3. Le choix de Romuald Wadagni, un tournant historique
La désignation de l’actuel Ministre des Finances et de la Coopération, Romuald Wadagni, ce dimanche 31 août 2025 marque une rupture profonde avec l’histoire politique présentée plus haut. Pour la première fois, la mouvance a choisi la voie de la cohérence, de la responsabilité et de l’unité. Ce choix témoigne que le système partisan, engagé par les réformes récentes, est enfin en marche. Il met fin à la kyrielle de candidatures éparses, ainsi qu’à la pratique de l’«importation » de candidats hors des partis politiques, donc inconnus du peuple et des arènes politiques. Le choix actuel consacre celui d’un moment historique, qui dépasse la personne de Romuald Wadagni. Il incarne la maturation d’une culture politique nouvelle, où l’intérêt collectif prend le pas sur les ambitions individuelles. C’est un signal fort : le Bénin avance, le Bénin se discipline, le Bénin se construit. À ce tournant décisif, il convient de saluer la clairvoyance des acteurs politiques, du Nord au Sud, du Centre, de l’Est à l’Ouest, qui ont su dépasser leurs intérêts personnels pour s’accorder sur ce choix historique. Leur responsabilité collective mérite la reconnaissance de toute la nation et celle du leadership imprimé par le Président de la République Patrice Talon. Car, c’est ensemble qu’ils ont permis à ce consensus d’émerger.

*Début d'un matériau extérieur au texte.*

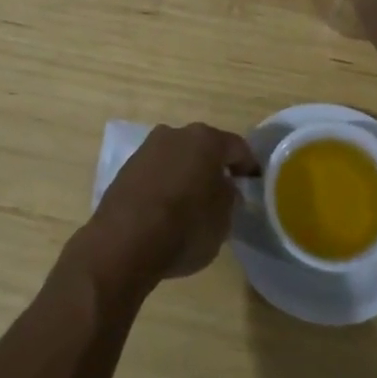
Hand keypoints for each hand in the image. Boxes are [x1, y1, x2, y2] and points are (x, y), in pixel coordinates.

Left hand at [83, 124, 259, 289]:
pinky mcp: (126, 168)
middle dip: (214, 166)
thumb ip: (229, 197)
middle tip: (223, 191)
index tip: (253, 182)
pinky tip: (166, 208)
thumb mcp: (223, 220)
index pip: (236, 148)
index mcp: (205, 140)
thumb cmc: (184, 228)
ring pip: (177, 157)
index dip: (248, 166)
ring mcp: (147, 149)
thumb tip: (224, 188)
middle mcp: (175, 134)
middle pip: (203, 147)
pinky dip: (164, 184)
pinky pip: (156, 172)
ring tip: (192, 201)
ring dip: (186, 173)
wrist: (123, 242)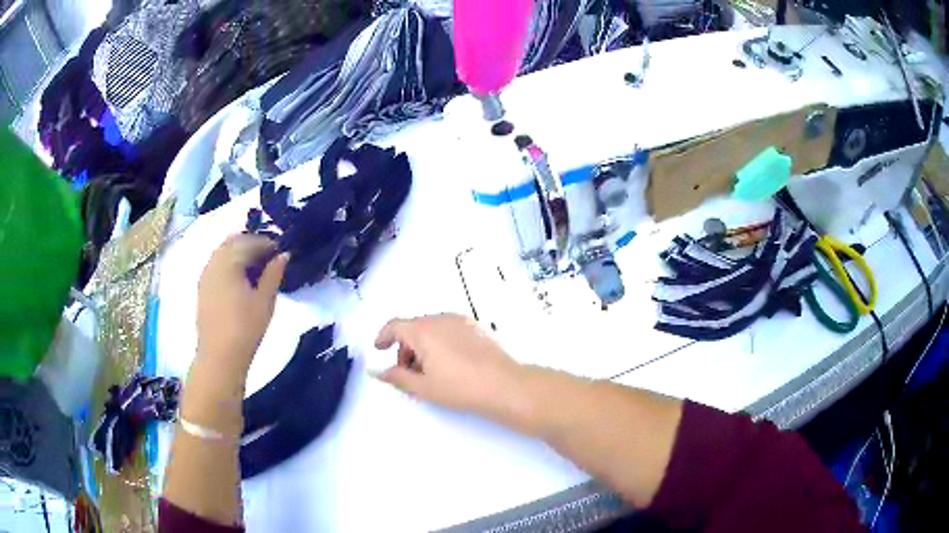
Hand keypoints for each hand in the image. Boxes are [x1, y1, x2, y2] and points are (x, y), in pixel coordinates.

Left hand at [197, 234, 288, 367]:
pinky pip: (216, 265)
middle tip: (268, 259)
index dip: (267, 244)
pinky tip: (240, 282)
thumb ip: (274, 274)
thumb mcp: (265, 301)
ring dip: (238, 254)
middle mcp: (214, 262)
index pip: (250, 241)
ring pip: (222, 252)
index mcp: (229, 262)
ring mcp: (205, 275)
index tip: (281, 253)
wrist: (219, 357)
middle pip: (233, 242)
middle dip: (251, 245)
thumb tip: (284, 255)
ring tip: (255, 271)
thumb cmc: (245, 329)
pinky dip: (228, 265)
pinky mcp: (202, 288)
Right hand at [374, 314, 529, 421]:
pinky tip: (448, 365)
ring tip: (429, 372)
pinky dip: (439, 342)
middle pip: (413, 328)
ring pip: (432, 329)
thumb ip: (397, 377)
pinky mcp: (476, 328)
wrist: (503, 385)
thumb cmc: (461, 387)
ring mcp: (461, 321)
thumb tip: (378, 372)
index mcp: (423, 330)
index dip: (383, 336)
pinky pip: (448, 330)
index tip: (380, 348)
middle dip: (405, 348)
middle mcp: (441, 319)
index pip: (395, 325)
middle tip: (407, 372)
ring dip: (422, 346)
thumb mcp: (423, 387)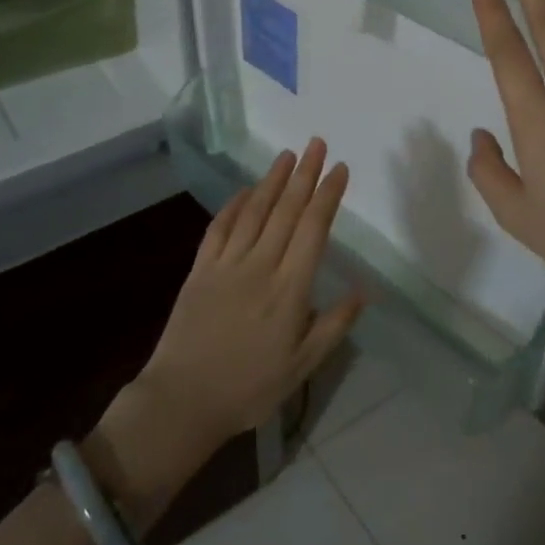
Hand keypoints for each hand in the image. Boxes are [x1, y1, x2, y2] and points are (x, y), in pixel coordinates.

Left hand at [89, 140, 364, 526]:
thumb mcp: (301, 367)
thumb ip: (333, 326)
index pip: (313, 229)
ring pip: (254, 211)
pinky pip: (219, 228)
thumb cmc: (249, 388)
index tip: (339, 169)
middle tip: (317, 144)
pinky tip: (245, 190)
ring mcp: (226, 265)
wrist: (182, 401)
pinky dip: (234, 205)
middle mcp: (259, 266)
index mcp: (289, 290)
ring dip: (272, 180)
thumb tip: (362, 290)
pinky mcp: (199, 270)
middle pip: (286, 211)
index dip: (327, 196)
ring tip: (287, 155)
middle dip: (304, 175)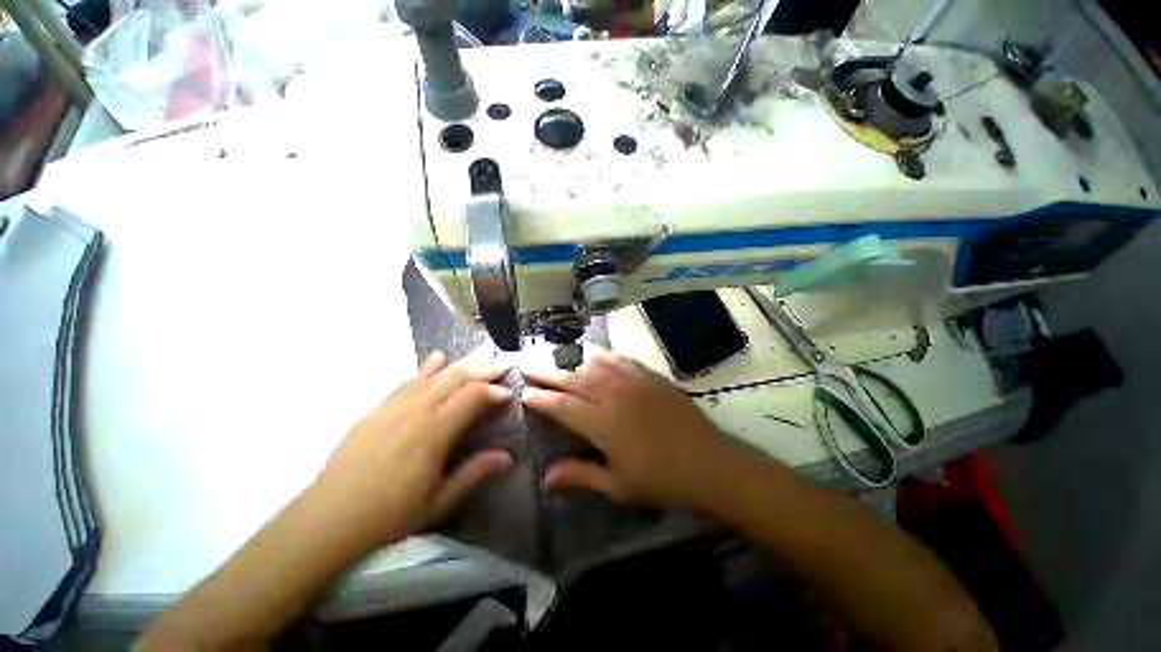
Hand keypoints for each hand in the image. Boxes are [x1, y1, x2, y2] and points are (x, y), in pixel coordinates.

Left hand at [307, 352, 513, 547]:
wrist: (327, 518)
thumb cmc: (388, 515)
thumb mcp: (438, 501)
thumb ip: (473, 473)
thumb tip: (506, 456)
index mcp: (434, 433)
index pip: (472, 397)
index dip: (494, 391)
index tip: (509, 394)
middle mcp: (416, 411)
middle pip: (455, 378)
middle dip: (483, 369)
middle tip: (502, 365)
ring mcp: (394, 407)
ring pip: (433, 375)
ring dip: (460, 365)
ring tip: (479, 359)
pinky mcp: (377, 409)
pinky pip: (407, 381)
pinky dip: (426, 368)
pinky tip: (436, 360)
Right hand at [523, 346, 735, 508]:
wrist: (708, 462)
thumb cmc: (661, 480)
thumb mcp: (618, 486)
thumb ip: (580, 476)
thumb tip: (545, 479)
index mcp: (603, 424)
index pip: (562, 406)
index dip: (541, 398)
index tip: (524, 392)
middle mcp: (614, 395)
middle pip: (573, 378)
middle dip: (548, 372)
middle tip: (529, 365)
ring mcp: (633, 381)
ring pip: (593, 363)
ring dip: (571, 359)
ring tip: (553, 356)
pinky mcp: (649, 375)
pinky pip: (619, 358)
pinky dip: (600, 354)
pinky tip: (591, 351)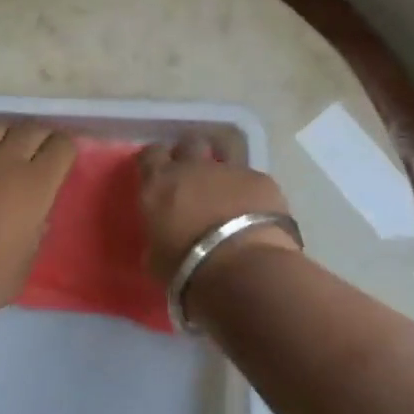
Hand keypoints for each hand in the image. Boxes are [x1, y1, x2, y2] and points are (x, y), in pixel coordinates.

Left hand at [0, 121, 76, 320]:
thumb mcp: (28, 259)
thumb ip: (36, 228)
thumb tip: (35, 214)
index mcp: (36, 183)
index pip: (62, 145)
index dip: (64, 150)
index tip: (60, 160)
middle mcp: (4, 159)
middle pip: (30, 128)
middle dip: (37, 139)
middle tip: (33, 156)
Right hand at [137, 134, 299, 287]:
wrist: (243, 270)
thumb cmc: (188, 270)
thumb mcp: (156, 259)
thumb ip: (158, 237)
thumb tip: (163, 237)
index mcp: (160, 183)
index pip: (150, 154)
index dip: (155, 161)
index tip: (158, 173)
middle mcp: (193, 167)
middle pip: (189, 144)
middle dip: (191, 155)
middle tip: (193, 177)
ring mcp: (231, 170)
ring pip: (225, 152)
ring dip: (223, 165)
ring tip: (227, 186)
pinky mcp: (262, 180)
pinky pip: (253, 178)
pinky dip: (252, 191)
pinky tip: (257, 210)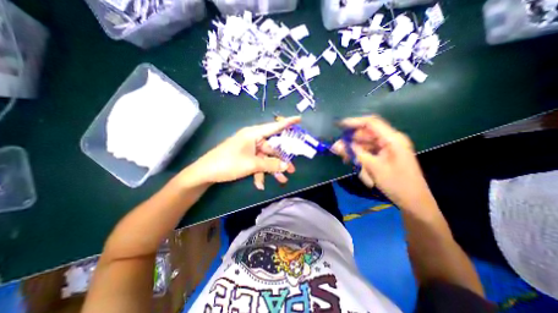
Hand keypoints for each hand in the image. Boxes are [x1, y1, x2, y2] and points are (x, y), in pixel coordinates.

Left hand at [190, 117, 300, 189]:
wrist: (205, 173)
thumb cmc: (228, 163)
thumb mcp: (252, 164)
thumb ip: (270, 164)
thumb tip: (286, 165)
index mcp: (253, 134)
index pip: (274, 127)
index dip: (287, 123)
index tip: (299, 119)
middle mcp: (253, 139)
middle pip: (272, 148)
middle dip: (281, 160)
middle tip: (291, 169)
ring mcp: (249, 148)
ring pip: (265, 158)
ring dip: (271, 170)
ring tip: (281, 180)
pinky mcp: (245, 156)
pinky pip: (257, 163)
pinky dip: (260, 173)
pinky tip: (259, 184)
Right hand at [332, 117, 432, 210]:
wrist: (413, 201)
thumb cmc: (396, 183)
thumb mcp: (372, 167)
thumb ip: (354, 153)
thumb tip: (336, 145)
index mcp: (392, 139)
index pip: (371, 123)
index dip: (354, 122)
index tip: (339, 126)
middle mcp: (390, 140)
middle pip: (366, 134)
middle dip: (351, 141)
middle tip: (337, 149)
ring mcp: (388, 147)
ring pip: (366, 144)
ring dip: (355, 151)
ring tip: (346, 160)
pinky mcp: (386, 155)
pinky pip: (369, 151)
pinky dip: (361, 156)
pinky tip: (356, 164)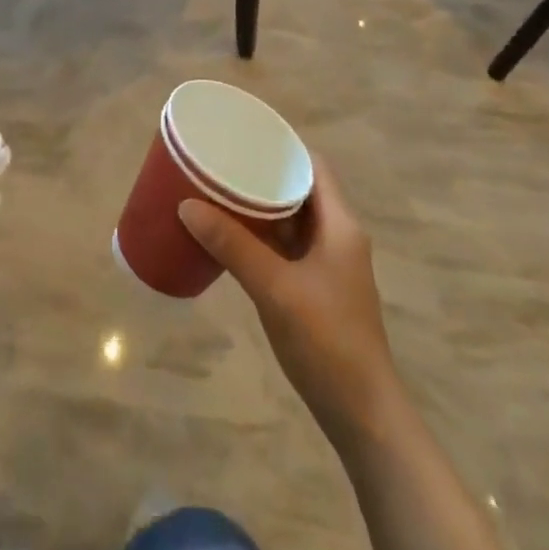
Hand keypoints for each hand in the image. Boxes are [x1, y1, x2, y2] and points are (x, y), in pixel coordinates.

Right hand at [180, 157, 397, 446]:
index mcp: (340, 225)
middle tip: (221, 162)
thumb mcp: (274, 287)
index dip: (283, 146)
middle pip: (299, 189)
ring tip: (217, 191)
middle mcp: (337, 236)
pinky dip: (260, 235)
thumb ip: (232, 245)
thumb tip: (186, 205)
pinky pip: (284, 246)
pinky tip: (229, 237)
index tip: (244, 135)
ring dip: (259, 206)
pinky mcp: (315, 288)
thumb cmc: (327, 340)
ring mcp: (327, 264)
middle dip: (262, 174)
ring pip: (290, 219)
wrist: (361, 413)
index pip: (313, 166)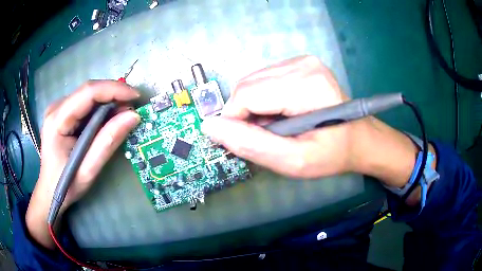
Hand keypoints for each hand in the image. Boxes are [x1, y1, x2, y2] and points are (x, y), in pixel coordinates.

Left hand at [26, 80, 139, 248]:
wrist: (49, 191)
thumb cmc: (65, 186)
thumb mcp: (88, 170)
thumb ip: (108, 142)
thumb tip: (132, 116)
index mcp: (56, 120)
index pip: (87, 93)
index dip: (113, 90)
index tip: (136, 97)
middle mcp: (56, 108)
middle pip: (88, 91)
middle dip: (113, 95)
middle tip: (132, 109)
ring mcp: (58, 109)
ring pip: (88, 96)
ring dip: (108, 102)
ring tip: (123, 116)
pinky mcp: (62, 113)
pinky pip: (85, 104)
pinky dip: (100, 109)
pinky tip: (108, 120)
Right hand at [201, 56, 356, 177]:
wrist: (359, 139)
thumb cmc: (332, 154)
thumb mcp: (294, 161)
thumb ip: (252, 145)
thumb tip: (211, 128)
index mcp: (306, 84)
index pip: (246, 94)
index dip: (236, 121)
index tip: (247, 141)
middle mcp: (302, 64)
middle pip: (247, 85)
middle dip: (245, 114)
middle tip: (266, 135)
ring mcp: (302, 60)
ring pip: (252, 81)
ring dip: (254, 107)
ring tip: (276, 126)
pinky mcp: (300, 63)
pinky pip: (263, 79)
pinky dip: (263, 99)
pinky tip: (280, 112)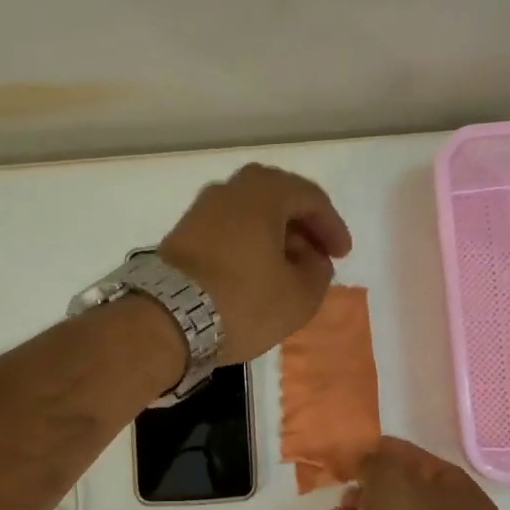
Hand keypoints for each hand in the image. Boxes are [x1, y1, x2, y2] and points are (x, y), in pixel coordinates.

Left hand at [157, 164, 351, 363]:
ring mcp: (200, 211)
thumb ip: (318, 273)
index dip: (332, 227)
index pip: (311, 198)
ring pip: (250, 216)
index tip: (342, 256)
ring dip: (274, 238)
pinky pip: (227, 232)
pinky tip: (253, 275)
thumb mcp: (299, 296)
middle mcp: (229, 189)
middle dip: (302, 229)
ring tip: (287, 271)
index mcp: (264, 192)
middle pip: (278, 200)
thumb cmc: (242, 302)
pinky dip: (247, 247)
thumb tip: (313, 261)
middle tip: (316, 258)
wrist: (166, 320)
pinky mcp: (181, 235)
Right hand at [328, 436, 502, 509]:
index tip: (365, 448)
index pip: (431, 464)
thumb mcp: (389, 478)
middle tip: (351, 477)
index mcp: (470, 502)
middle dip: (379, 483)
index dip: (396, 452)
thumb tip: (368, 461)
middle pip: (414, 496)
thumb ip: (376, 461)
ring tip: (341, 501)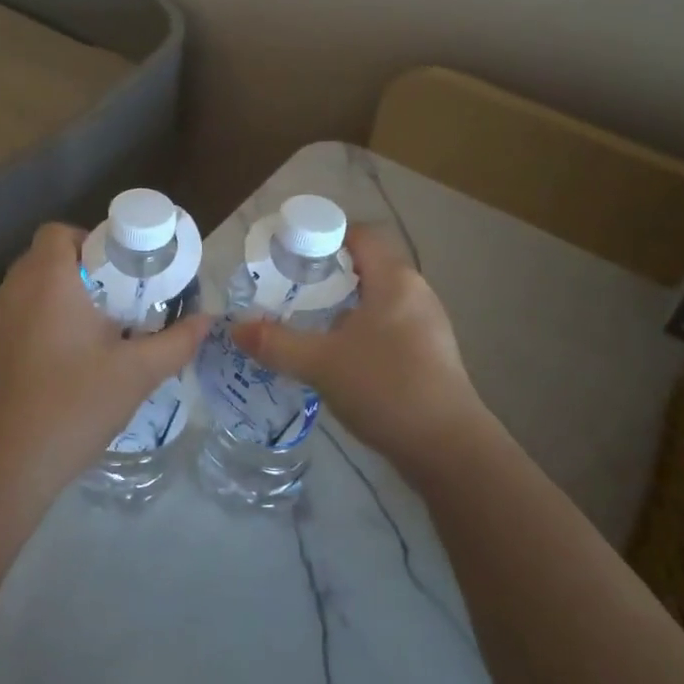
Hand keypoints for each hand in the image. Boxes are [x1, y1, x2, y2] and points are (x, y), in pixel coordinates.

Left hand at [0, 223, 210, 494]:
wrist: (9, 464)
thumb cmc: (77, 404)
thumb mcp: (138, 373)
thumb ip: (177, 342)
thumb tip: (207, 321)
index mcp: (48, 281)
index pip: (58, 232)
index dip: (89, 241)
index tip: (118, 272)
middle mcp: (12, 291)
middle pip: (43, 258)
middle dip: (79, 271)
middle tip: (113, 302)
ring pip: (26, 290)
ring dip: (55, 298)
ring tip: (89, 333)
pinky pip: (12, 319)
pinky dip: (35, 325)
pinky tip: (58, 364)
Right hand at [230, 224, 499, 480]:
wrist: (448, 449)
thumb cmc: (386, 387)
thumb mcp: (320, 363)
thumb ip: (275, 343)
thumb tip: (235, 328)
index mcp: (395, 280)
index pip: (361, 235)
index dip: (325, 235)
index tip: (291, 253)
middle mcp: (416, 293)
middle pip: (368, 266)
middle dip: (328, 274)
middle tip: (290, 289)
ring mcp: (427, 326)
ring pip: (377, 300)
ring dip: (344, 306)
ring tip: (307, 322)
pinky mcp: (429, 355)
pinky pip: (388, 326)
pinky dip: (360, 330)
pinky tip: (338, 356)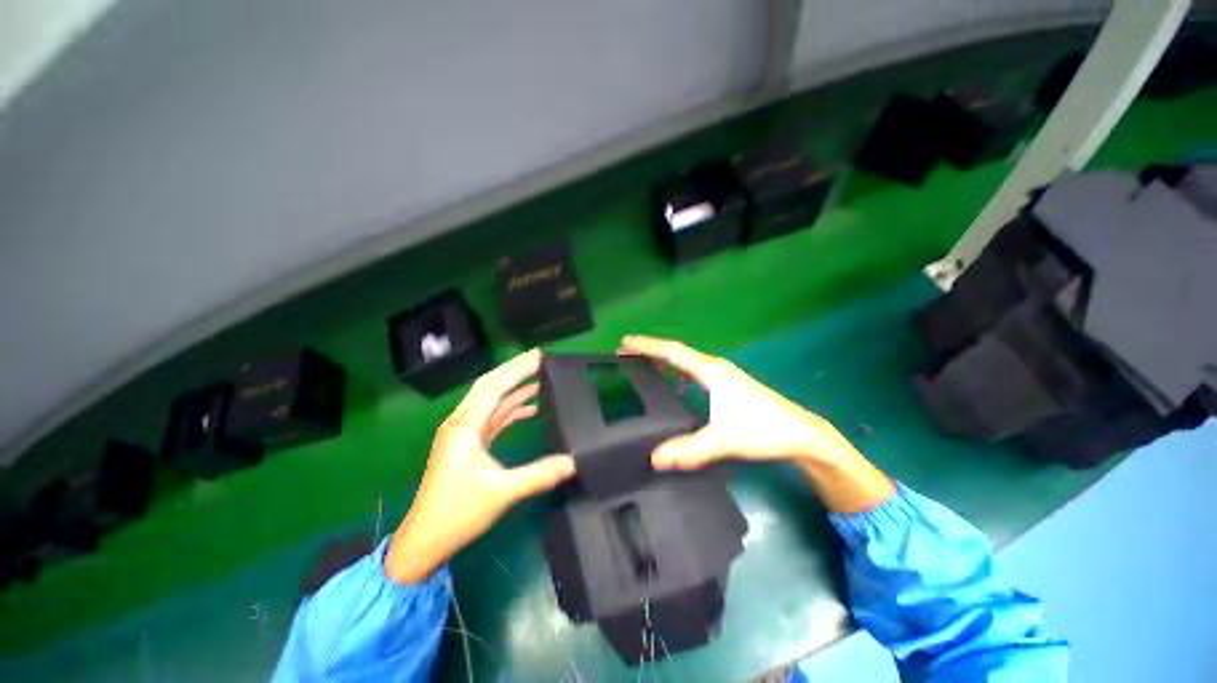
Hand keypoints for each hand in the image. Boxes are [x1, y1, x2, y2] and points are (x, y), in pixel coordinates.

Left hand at [386, 349, 574, 583]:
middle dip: (514, 370)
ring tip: (539, 379)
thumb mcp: (502, 492)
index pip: (494, 387)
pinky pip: (491, 417)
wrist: (423, 541)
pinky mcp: (467, 444)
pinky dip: (509, 409)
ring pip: (490, 400)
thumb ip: (539, 474)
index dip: (517, 369)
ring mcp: (463, 434)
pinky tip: (528, 409)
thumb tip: (574, 461)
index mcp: (465, 426)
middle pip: (489, 386)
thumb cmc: (457, 513)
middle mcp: (461, 423)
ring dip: (513, 388)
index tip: (539, 355)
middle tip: (539, 359)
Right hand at [619, 335, 853, 469]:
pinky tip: (676, 387)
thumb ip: (689, 450)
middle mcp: (715, 367)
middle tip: (626, 354)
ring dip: (665, 361)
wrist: (802, 434)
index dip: (647, 346)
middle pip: (677, 352)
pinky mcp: (729, 385)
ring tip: (644, 368)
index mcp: (711, 371)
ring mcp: (724, 375)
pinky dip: (679, 373)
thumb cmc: (763, 429)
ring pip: (687, 362)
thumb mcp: (724, 440)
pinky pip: (695, 372)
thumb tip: (654, 459)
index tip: (625, 342)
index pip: (672, 352)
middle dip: (651, 351)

4. Un appel à cohésion nationale et à la responsabilité
L’appel est clair et digne d’intérêt. Au-delà des appartenances et des sensibilités, il est temps pour toutes les filles et tous les fils de ce pays de se rassembler. Il est temps de tourner la page des divisions stériles et d’écrire, ensemble, celle d’une démocratie plus responsable et plus solide. Romuald Wadagni n’est pas seulement le candidat de la mouvance : il est aujourd’hui le symbole d’un consensus à construire, d’une stabilité à préserver, d’un avenir commun à inventer.
Le peuple béninois est désormais face à son destin. Il lui appartient de transformer cet élan en une victoire commune, non pas pour un homme, mais pour une nation entière. Car, au fond, ce qui est en jeu dépasse une échéance électorale. C’est le devenir du système partisan, la stabilité institutionnelle et la crédibilité démocratique du Bénin qui se jouent dans ce choix. L’histoire nous regarde. Sachons lui donner un visage digne de notre maturité politique.
Peuple béninois, unissons-nous autour de ce choix de Romuald Wadagni, une opportunité du peuple.